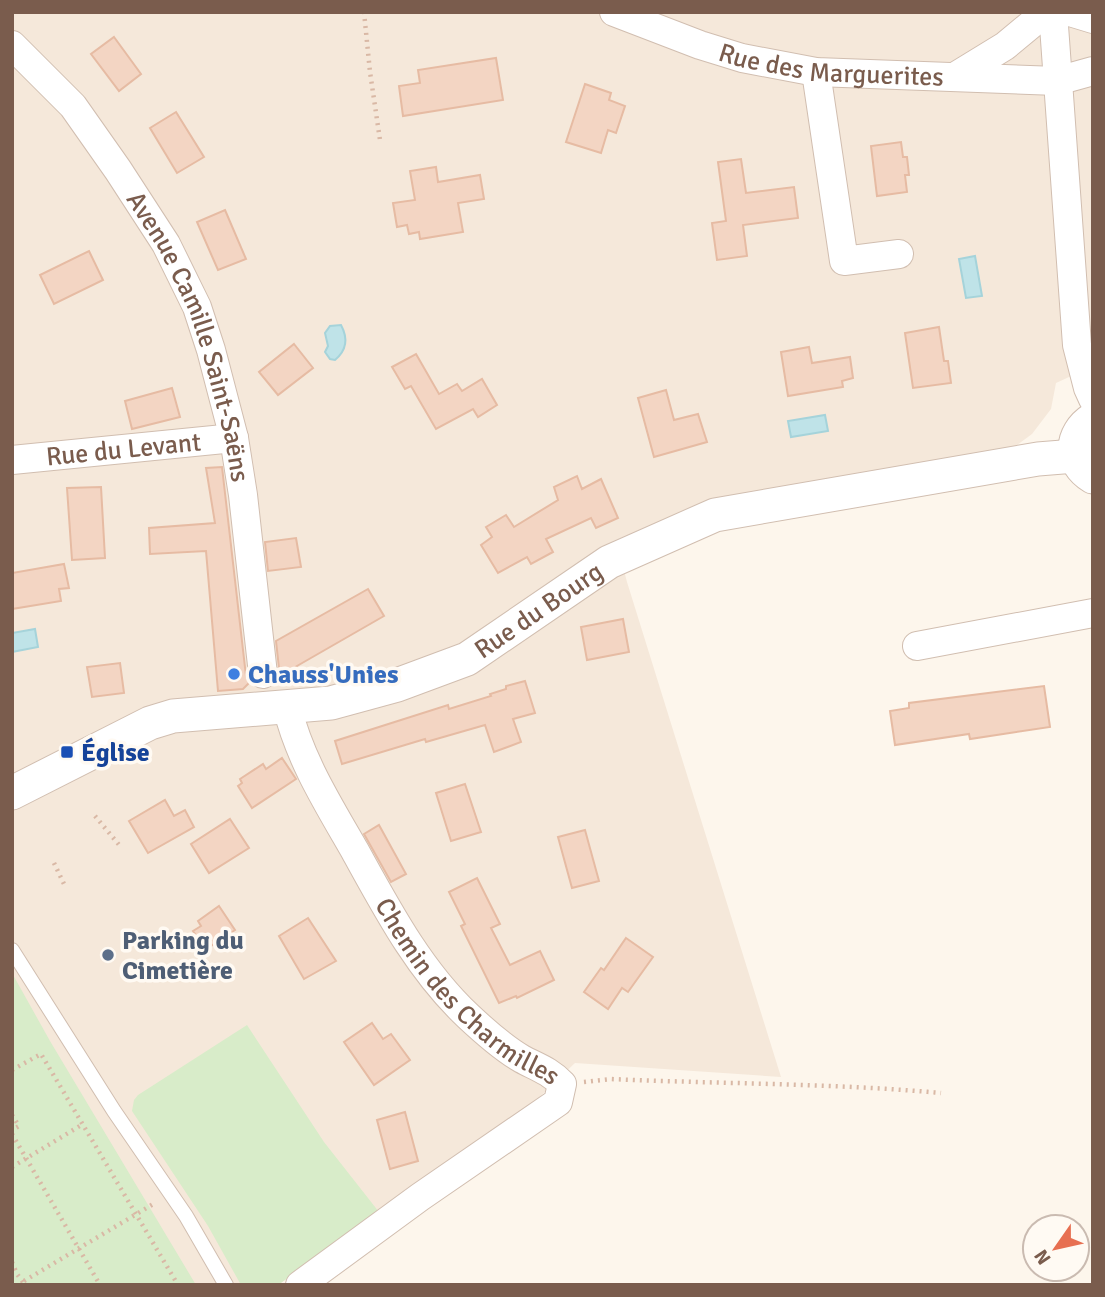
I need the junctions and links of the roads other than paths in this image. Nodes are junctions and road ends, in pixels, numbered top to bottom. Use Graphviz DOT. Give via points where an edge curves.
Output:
graph roads {
  1 [pos="614,12"];
  2 [pos="1046,12"];
  3 [pos="1053,12"];
  4 [pos="1070,12"];
  5 [pos="1093,19"];
  6 [pos="12,44"];
  7 [pos="1093,71"];
  8 [pos="816,72"];
  9 [pos="956,76"];
  10 [pos="1057,81"];
  11 [pos="899,254"];
  12 [pos="1093,399"];
  13 [pos="1093,419"];
  14 [pos="234,438"];
  15 [pos="12,460"];
  16 [pos="1084,466"];
  17 [pos="1093,613"];
  18 [pos="917,646"];
  19 [pos="263,674"];
  20 [pos="287,707"];
  21 [pos="12,793"];
  22 [pos="12,950"];
  23 [pos="226,1285"];
  24 [pos="300,1285"];
  1 -- 8 [label="street, Rue des Marguerites" via="699,46"];
  2 -- 9 [label="street" via="1005,46"];
  3 -- 10 [label="street"];
  4 -- 5 [label="street"];
  6 -- 14 [label="street, Avenue Camille Saint-Saëns" via="73,106 166,244 197,307"];
  7 -- 10 [label="street, Rue des Marguerites"];
  8 -- 9 [label="street, Rue des Marguerites"];
  8 -- 11 [label="street" via="844,261"];
  9 -- 10 [label="street, Rue des Marguerites"];
  10 -- 12 [label="street" via="1077,345"];
  13 -- 16 [label="street" via="1076,435 1074,446"];
  14 -- 15 [label="street, Rue du Levant"];
  14 -- 19 [label="street, Avenue Camille Saint-Saëns"];
  16 -- 20 [label="street, Rue du Bourg" via="1038,459 715,515 609,562 467,659 368,694"];
  17 -- 18 [label="street"];
  20 -- 21 [label="street, Rue du Bourg" via="173,716 150,723"];
  20 -- 24 [label="street, Chemin des Charmilles" via="306,764 401,933 428,971 494,1038 551,1072 562,1084 558,1102"];
  22 -- 23 [label="lane"];
}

What you have to do ->
Leave out the pictures and copy every record above exactly.

Your solution ->
I need the junctions and links of the roads other than paths in this image. Nodes are junctions and road ends, in pixels, numbered top to bottom. Use Graphviz DOT. Give via points where an edge curves.
Output:
graph roads {
  1 [pos="614,12"];
  2 [pos="1046,12"];
  3 [pos="1053,12"];
  4 [pos="1070,12"];
  5 [pos="1093,19"];
  6 [pos="12,44"];
  7 [pos="1093,71"];
  8 [pos="816,72"];
  9 [pos="956,76"];
  10 [pos="1057,81"];
  11 [pos="899,254"];
  12 [pos="1093,399"];
  13 [pos="1093,419"];
  14 [pos="234,438"];
  15 [pos="12,460"];
  16 [pos="1084,466"];
  17 [pos="1093,613"];
  18 [pos="917,646"];
  19 [pos="263,674"];
  20 [pos="287,707"];
  21 [pos="12,793"];
  22 [pos="12,950"];
  23 [pos="226,1285"];
  24 [pos="300,1285"];
  1 -- 8 [label="street, Rue des Marguerites" via="699,46"];
  2 -- 9 [label="street" via="1005,46"];
  3 -- 10 [label="street"];
  4 -- 5 [label="street"];
  6 -- 14 [label="street, Avenue Camille Saint-Saëns" via="73,106 166,244 197,307"];
  7 -- 10 [label="street, Rue des Marguerites"];
  8 -- 9 [label="street, Rue des Marguerites"];
  8 -- 11 [label="street" via="844,261"];
  9 -- 10 [label="street, Rue des Marguerites"];
  10 -- 12 [label="street" via="1077,345"];
  13 -- 16 [label="street" via="1076,435 1074,446"];
  14 -- 15 [label="street, Rue du Levant"];
  14 -- 19 [label="street, Avenue Camille Saint-Saëns"];
  16 -- 20 [label="street, Rue du Bourg" via="1038,459 715,515 609,562 467,659 368,694"];
  17 -- 18 [label="street"];
  20 -- 21 [label="street, Rue du Bourg" via="173,716 150,723"];
  20 -- 24 [label="street, Chemin des Charmilles" via="306,764 401,933 428,971 494,1038 551,1072 562,1084 558,1102"];
  22 -- 23 [label="lane"];
}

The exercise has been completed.